Hypnose
•
Achtergrondinformatie
Het woord ‘hypnose’ komt uit het Grieks en betekent ‘slaap‘.
In de context van hypnotherapie betreft het een kunstmatige
opgewekte trance, een toestand van diepe ontspanning.
Hypnose is een oude techniek. Zo zijn er aanwijzingen dat de
Soemeriërs, een volk dat leefde van ongeveer 3800 tot 2000
jaar v.Chr., al hypnose toepasten zoals wij dat nu ook nog
doen. Ook in India, Egypte, Griekenland en Italië zijn bewijzen gevonden dat hypnose werd toegepast.
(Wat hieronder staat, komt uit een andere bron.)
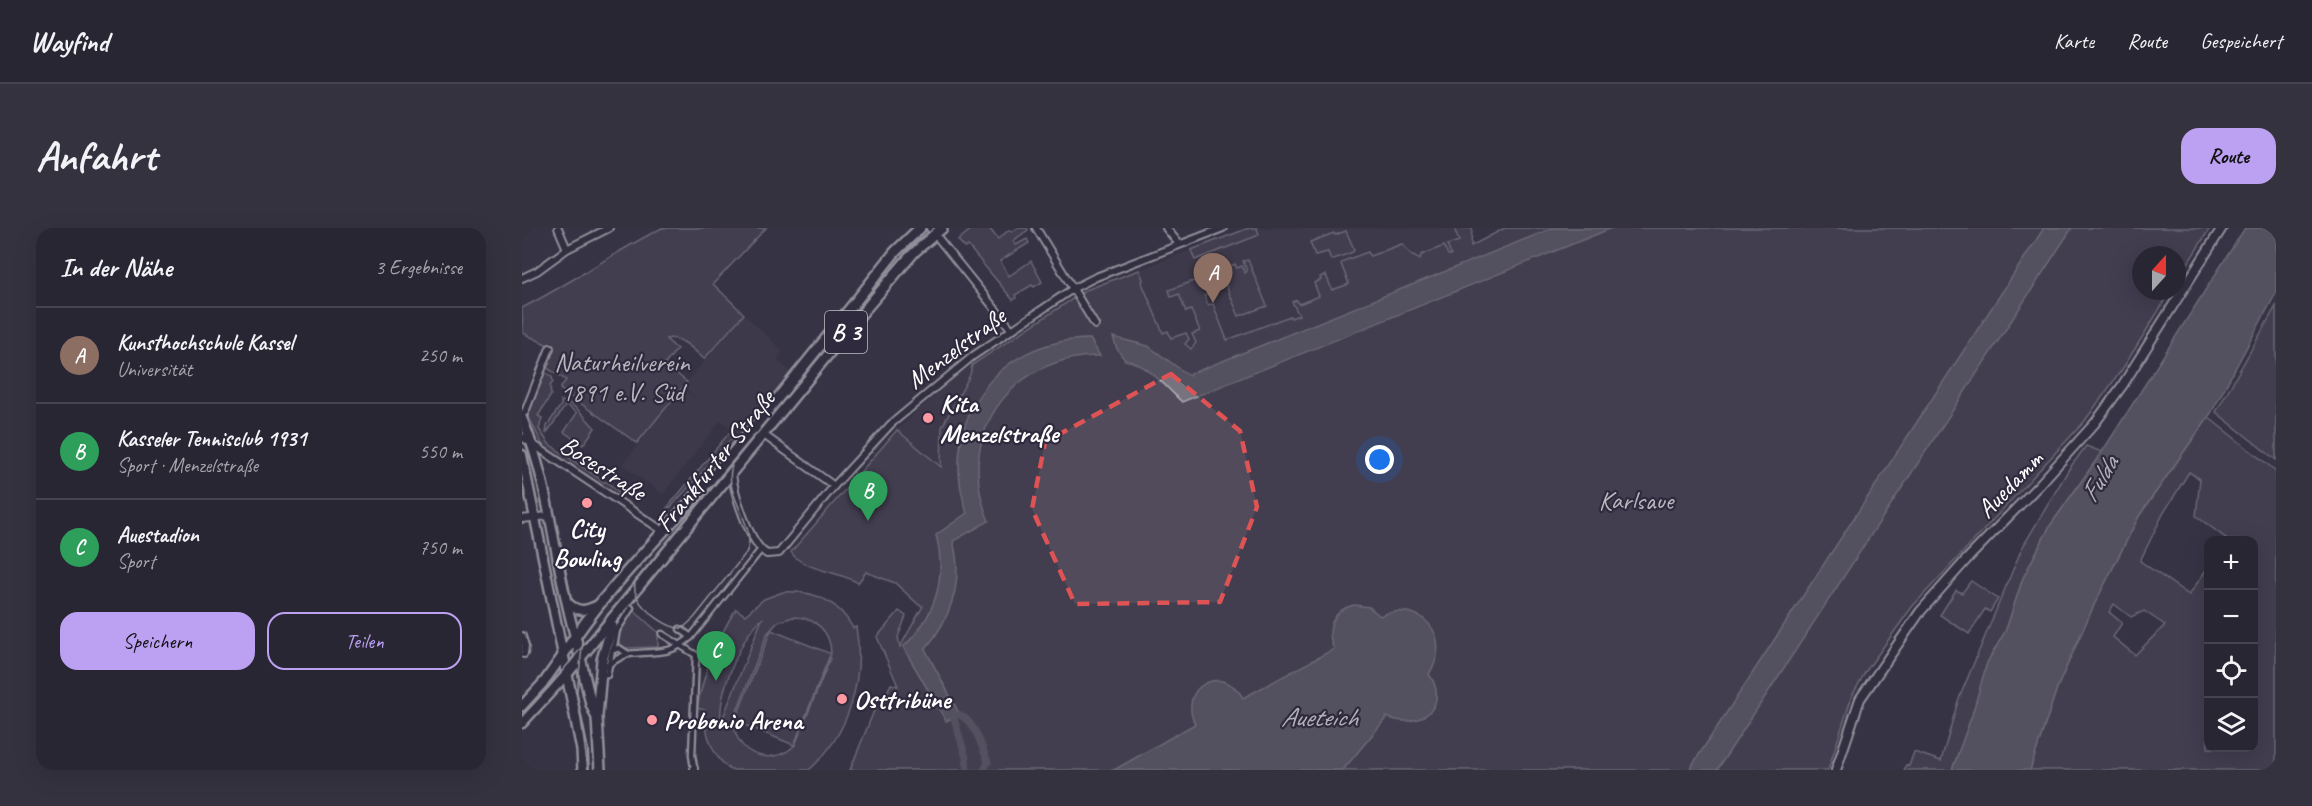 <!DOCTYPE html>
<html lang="de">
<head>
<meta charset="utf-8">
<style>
	:root { --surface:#292634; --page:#353240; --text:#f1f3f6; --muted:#a5a5ac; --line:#45434f; --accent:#bca0f2 }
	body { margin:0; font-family:Caveat,sans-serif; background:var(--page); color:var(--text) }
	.controls { position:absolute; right:18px; bottom:18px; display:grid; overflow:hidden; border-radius:12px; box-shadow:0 6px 24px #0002 }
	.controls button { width:54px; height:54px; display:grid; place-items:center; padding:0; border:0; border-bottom:2px solid var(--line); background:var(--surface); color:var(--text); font:30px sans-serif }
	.compass { position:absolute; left:1610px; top:18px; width:54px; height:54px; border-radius:50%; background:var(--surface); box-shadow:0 6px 24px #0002; rotate:21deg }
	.you { position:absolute; left:858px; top:232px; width:21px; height:21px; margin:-15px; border:4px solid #fff; border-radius:50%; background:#1a73e8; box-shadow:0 0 0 9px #1a73e833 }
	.badge { display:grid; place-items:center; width:39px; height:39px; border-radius:50%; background:var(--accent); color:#fff; font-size:20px; font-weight:700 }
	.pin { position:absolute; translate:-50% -50px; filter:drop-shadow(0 2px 3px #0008) }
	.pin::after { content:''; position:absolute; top:32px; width:21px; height:18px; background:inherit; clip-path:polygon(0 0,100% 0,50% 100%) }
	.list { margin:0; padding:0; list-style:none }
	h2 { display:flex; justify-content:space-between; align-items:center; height:78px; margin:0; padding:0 24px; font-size:26px }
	h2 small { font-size:20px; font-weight:400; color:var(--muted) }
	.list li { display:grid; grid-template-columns:39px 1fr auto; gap:18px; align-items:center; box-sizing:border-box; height:96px; padding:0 24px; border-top:2px solid var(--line) }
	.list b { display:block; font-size:22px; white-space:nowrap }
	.list p { margin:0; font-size:20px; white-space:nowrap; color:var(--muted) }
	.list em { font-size:20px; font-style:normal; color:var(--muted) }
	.actions { display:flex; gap:12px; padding:18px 24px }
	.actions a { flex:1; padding:14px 0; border:2px solid var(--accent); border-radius:18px; text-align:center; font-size:21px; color:var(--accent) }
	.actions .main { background:var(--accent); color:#111 }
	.icon { flex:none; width:33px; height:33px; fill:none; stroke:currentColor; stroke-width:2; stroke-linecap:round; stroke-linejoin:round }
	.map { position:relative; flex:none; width:1754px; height:542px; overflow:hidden; border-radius:18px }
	header { display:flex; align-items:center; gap:36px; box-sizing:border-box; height:84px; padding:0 30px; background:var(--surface); border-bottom:2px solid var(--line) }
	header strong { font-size:28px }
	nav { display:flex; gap:33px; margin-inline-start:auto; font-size:21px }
	.intro { display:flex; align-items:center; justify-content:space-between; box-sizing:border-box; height:144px; padding:0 36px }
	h1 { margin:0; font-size:42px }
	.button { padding:15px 27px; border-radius:18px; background:var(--accent); color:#111; font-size:21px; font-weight:700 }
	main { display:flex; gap:36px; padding:0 36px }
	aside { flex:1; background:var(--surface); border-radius:18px; box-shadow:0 6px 24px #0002 }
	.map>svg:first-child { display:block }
	.built { fill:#444051 }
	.green { fill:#514c5c; stroke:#a8a6ae; stroke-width:1.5; fill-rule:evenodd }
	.water { fill:#76737f; stroke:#adabb2; stroke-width:1.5 }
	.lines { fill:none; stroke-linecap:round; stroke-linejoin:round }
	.canal { stroke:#76737f; stroke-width:7 }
	.pedestrian-casing { stroke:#fff; stroke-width:9 }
	.minor-casing { stroke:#fff; stroke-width:10 }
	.tertiary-casing { stroke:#fff; stroke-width:12 }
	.secondary-casing { stroke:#fff; stroke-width:13 }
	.primary-casing { stroke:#fff; stroke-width:14 }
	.pedestrian { stroke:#2f2a3d; stroke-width:4.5 }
	.minor { stroke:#2f2a3d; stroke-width:6 }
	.tertiary { stroke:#2f2a3d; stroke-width:8 }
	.secondary { stroke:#2f2a3d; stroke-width:8 }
	.primary { stroke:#2f2a3d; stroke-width:9 }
	.tram { stroke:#fff; stroke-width:1.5 }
	.marked { fill:none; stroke:#de5353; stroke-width:4.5; stroke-dasharray:12 8; stroke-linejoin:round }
	.poi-dot { fill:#ff9aa2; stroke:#2f2a3d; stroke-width:2 }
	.labels { text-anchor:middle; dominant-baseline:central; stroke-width:4.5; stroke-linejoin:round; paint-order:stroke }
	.shield { fill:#2f2a3d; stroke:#c1bfc5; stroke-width:1.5 }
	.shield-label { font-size:24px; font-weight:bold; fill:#fff }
	.street-label { font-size:26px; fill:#fff; stroke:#2f2a3d }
	.park-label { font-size:26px; fill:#b9b7be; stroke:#2f2a3d }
	.poi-label { font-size:26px; font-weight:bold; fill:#fff; stroke:#2f2a3d; text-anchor:start }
	.water-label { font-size:27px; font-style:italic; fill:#b4b2b9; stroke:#2f2a3d }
</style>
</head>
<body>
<header>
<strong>Wayfind</strong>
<nav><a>Karte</a><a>Route</a><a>Gespeichert</a></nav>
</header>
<div class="intro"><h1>Anfahrt</h1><a class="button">Route</a></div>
<main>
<aside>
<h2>In der Nähe<small>3 Ergebnisse</small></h2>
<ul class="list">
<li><span class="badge" style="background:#8d6e63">A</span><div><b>Kunsthochschule Kassel</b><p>Universität</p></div><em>250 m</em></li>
<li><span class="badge" style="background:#2e9e5b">B</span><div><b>Kasseler Tennisclub 1931</b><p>Sport · Menzelstraße</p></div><em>550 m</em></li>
<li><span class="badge" style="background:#2e9e5b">C</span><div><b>Auestadion</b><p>Sport</p></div><em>750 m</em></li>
</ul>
<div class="actions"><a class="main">Speichern</a><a>Teilen</a></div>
</aside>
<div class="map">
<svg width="1754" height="542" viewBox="0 0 1754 542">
	<rect width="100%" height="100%" fill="#373345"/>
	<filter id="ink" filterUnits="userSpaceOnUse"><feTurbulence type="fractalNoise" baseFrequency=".0167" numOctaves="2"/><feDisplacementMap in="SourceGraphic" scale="12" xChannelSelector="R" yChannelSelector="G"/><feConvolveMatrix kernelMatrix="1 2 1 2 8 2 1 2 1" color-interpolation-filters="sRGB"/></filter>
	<g filter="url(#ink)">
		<g class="built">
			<path d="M727,0H946L950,9L948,19L769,91L668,128L634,105L584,54Z"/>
			<path d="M222,86L261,123L255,132L269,144L216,207L199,192L141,266L100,237L160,160L174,170L161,158Z"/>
			<path d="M450,137L447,149L421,241L375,202L427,153Z"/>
		</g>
		<g class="green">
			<path d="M140,0H244L191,56L222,86L182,131C172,122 159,107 144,111L155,121L143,136L165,154L115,215L38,161L44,152L25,140L32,120L1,105L0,80C48,56 92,24 140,0Z"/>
			<path d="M451,0H467L476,11L487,2L490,4L496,0H505L506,2L491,13L494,17L505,11L507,15L478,33L487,48L509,33L520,54L512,59L510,57L493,67L494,70L491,72L446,18L443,20L436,12Z"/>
			<path d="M727,0H735L737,7L673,32L669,22Z"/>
			<path d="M932,0H950L949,18L983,0H1688L1655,53V27H1619V63H1649L1601,140L1562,194L1390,379L1344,443L1330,468L1306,542H328L354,478L358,479L369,456L376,458L355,409L377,383L384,388L376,409L378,419L401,378L397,377L373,355L344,344L336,355C318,343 279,342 269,324L375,202L419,239L420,199L448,147L450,137L564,62L617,42L621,51L620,55L641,105L646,103L649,110L664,105L667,111L663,116L669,121L674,115L670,106L678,103L669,82L664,84L657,66L649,69L647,62L680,50L687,66L682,68L686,77L691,76L705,112L768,88L769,90L777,87L770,74L775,72L777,76L797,68L792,55L799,52L798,49L804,47L810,62L827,56L819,36L821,33L846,24L848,28L880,16L889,26L898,31L899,27L922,18L926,27H929L925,17L937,13Z"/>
			<path d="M824,3L832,21L831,24L809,32L806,24L793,27L788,14L812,5L813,7Z"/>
			<path d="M726,32L745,78L717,88L698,43L713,36L715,40L720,38L723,45L725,43L721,33Z"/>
			<path d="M1754,78V232L1694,184Z"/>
			<path d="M23,144L30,149L31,154L28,158L29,167L16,188L20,190L17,201L27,216L82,254H85L99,266L97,270L21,218L6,187Z"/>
			<path d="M39,173C54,175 63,190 73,200L61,217L42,204L55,185L44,177L24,206L25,198L39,177Z"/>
			<path d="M1686,189L1754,243V542H1508L1535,460L1571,379L1617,288ZM1667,244L1678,251L1674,288L1705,311V312L1732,313V520H1686V339L1667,367L1618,333L1641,286ZM1592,376L1609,389L1622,383L1643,397L1613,427L1591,409L1600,395L1587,384Z"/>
			<path d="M207,205L211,209L149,279L145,280Z"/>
			<path d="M1564,218L1580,224L1528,298L1501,350L1484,402L1465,435L1451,487L1430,542H1382L1384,537L1387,538L1392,524L1419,533L1436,473L1500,320L1547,241Z"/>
			<path d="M1449,353L1476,371L1468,384L1463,381L1447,406L1418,387L1434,362L1440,365Z"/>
			<path d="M261,364C291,362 316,373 331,400L334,399C343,451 327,507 287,542H208C189,526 183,506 183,482L175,480C182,444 194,412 214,381L223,387L242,371ZM271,389C293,389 309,403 309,426L249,402L213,493L272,517L308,427V431L273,517C248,542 207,524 213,488L245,406L256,394ZM240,391L200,492L199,493C196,466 219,408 240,391Z"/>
			<path d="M109,380L136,404V419L102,420L97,418V402Z"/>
		</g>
		<g class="water">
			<path d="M1031,0H1090L660,174C645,160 625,135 603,132L595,121L591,109L626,118L666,147Z"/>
			<path d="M1522,0H1550L1195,542H1167Z"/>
			<path d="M1723,0H1754V65L1689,185L1617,288L1571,379L1535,460L1508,542H1430L1450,487L1465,435L1484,402L1501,350L1528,298L1580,224Z"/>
			<path d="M568,111L578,128C488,127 431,209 467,293L431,313C442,353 429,391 403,421L438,487L424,493L381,419C414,389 425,349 414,307L445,285C415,196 472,111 568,111Z"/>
			<path d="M832,377L847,379L858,388C899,370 932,409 907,446C929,478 898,503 865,489L821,542H592L673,496C655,459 701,434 721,470L812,421C803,402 810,382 832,377Z"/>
		</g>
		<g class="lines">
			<g class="canal">
				<path d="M438,487C454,495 459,518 466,534L462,542"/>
				<path d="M432,490L444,530L445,542"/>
			</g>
			<g class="pedestrian-casing">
				<g id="pedestrian">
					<path d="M158,401L169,409"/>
					<path d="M140,406L174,427L170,527L172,540"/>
					<path d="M106,426L97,420L91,422L95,402L109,380"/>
					<path d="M82,439C90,435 99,427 107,426C134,422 146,429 169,409L237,324"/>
					<path d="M85,447L90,422"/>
				</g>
			</g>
			<g class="minor-casing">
				<g id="minor">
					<path d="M36,0L45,21"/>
					<path d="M408,0L490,102"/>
					<path d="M514,0L573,97"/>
					<path d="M644,0L657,16"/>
					<path d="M0,50L15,43L45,21L87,0"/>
					<path d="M0,186L3,184L28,120"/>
					<path d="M231,199L312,258"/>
					<path d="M0,209L141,303"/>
					<path d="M210,244C211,263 228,317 245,326L257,325L312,258L369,196L451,128L552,60L574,49L701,0"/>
					<path d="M0,291L26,288"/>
					<path d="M0,408L3,418L2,426"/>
					<path d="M172,542V540"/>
				</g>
			</g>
			<g class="tertiary-casing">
				<path id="tertiary" d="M1314,542L1338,471L1398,384L1445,331L1517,257L1573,195L1600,158L1700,0"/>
			</g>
			<g class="secondary-casing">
				<g id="secondary">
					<path d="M0,190C29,259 32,336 53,408"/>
					<path d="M0,227L41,427L22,454L0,478"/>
					<path d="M45,374C55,385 64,383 76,377"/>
					<path d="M0,495L45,446"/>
				</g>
			</g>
			<g class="primary-casing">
				<g id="primary">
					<path d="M53,408L69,476L75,490L78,542"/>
					<path d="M45,446L338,87L393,23L420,0"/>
					<path d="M75,488L80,432L90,398"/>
					<path d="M61,542L60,522L41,427C82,362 137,310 187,253C251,178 312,101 373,24L398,0"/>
				</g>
			</g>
			<use href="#pedestrian" class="pedestrian"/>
			<use href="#minor" class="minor"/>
			<use href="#tertiary" class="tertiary"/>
			<use href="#secondary" class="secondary"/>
			<use href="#primary" class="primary"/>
			<g class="tram">
				<path d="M114,351C112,357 112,363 115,369C121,382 147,402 161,400L172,390L224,325C238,300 200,267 210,238"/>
				<path d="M60,420L55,463L66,542"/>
				<path d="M0,488L28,458L378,31L412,0"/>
			</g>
		</g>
	</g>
	<path d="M0 0H1754V542H0ZM649,146L718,203L735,279L698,374L553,376L510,281L523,214Z" fill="#373345" fill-opacity=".55" fill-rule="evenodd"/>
	<path class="marked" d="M649,146L718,203L735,279L698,374L553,376L510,281L523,214Z"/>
	<g class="poi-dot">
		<circle cx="406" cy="190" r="6"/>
		<circle cx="65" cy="275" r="6"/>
		<circle cx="320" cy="471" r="6"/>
		<circle cx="130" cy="492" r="6"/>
	</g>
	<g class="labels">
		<rect class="shield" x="303" y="83" width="42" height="42" rx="4.5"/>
		<g class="shield-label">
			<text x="324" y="104">B 3</text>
		</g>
		<g class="street-label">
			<text transform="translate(434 120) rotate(-37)">Menzelstraße</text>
			<text transform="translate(193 233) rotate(-51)">Frankfurter Straße</text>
			<text transform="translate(81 240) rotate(33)">Bosestraße</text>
			<text transform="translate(1488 256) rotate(-46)">Auedamm</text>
		</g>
		<g class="park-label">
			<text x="100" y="134">Naturheilverein<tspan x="100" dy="30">1891 e.V. Süd</tspan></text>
			<text x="1114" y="272">Karlsaue</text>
		</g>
		<g class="poi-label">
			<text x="418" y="175">Kita<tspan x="418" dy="30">Menzelstraße</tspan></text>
			<text x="65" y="300" text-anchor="middle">City<tspan x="65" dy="30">Bowling</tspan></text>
			<text x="332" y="471">Osttribüne</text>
			<text x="142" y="492">Probonio Arena</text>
		</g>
		<g class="water-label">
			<text transform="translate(1577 251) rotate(-59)">Fulda</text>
			<text x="797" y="489">Aueteich</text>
		</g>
	</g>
</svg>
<div class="controls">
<button>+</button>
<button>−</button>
<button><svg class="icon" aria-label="locate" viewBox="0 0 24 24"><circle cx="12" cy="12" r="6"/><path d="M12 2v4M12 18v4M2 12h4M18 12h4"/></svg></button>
<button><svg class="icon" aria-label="layers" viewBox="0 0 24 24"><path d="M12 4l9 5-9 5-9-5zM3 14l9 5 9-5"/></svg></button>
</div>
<svg class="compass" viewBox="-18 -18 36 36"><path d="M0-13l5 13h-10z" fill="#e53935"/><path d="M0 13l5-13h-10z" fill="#a5a5ac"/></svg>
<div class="you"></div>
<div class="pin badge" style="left:691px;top:75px;background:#8d6e63">A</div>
<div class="pin badge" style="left:346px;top:293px;background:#2e9e5b">B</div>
<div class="pin badge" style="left:194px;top:453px;background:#2e9e5b">C</div>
</div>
</main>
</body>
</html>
In Griekenland
werd het ‘tempelslaap’ genoemd. En ook in het christendom werd, vanaf de zesde eeuw n.Chr., hypnose toegepast:
wonderbaarlijke genezingen werden tot stand gebracht door gebeden, wijwater, relikwieën en handoplegging.
In de 18de eeuw begint de moderne geschiedenis van hypnose. Er zijn diverse personen die hebben bijgedragen aan
het ontwikkelen van de toepassing van hypnose. Hieronder noem ik een paar van deze mensen en wat zij betekend
hebben.
Franz Anton Mesmer (1734-1815), een Duitse arts en astroloog, ontdekte wat hij ‘dierlijk
magnetisme’ noemde. Hij baseerde daarop zijn leer dat genezende krachten van het ene
menselijke organisme rechtstreeks op het andere kunnen overgaan. Een onzichtbare stof zou het
medium zijn dat kosmische verschijnselen en het leven op aarde met elkaar verbond. Zijn theorie
bleek geen hout te snijden, maar Mesmer is degene geweest die ervoor heeft gezorgd dat
hypnose internationaal werd onderzocht.
James Esdaile (1808-1859), een Schotse chirurg, paste het mesmerisme toe om op natuurlijke
wijze een verdoving tot stand te brengen bij patiënten die een operatie moesten ondergaan.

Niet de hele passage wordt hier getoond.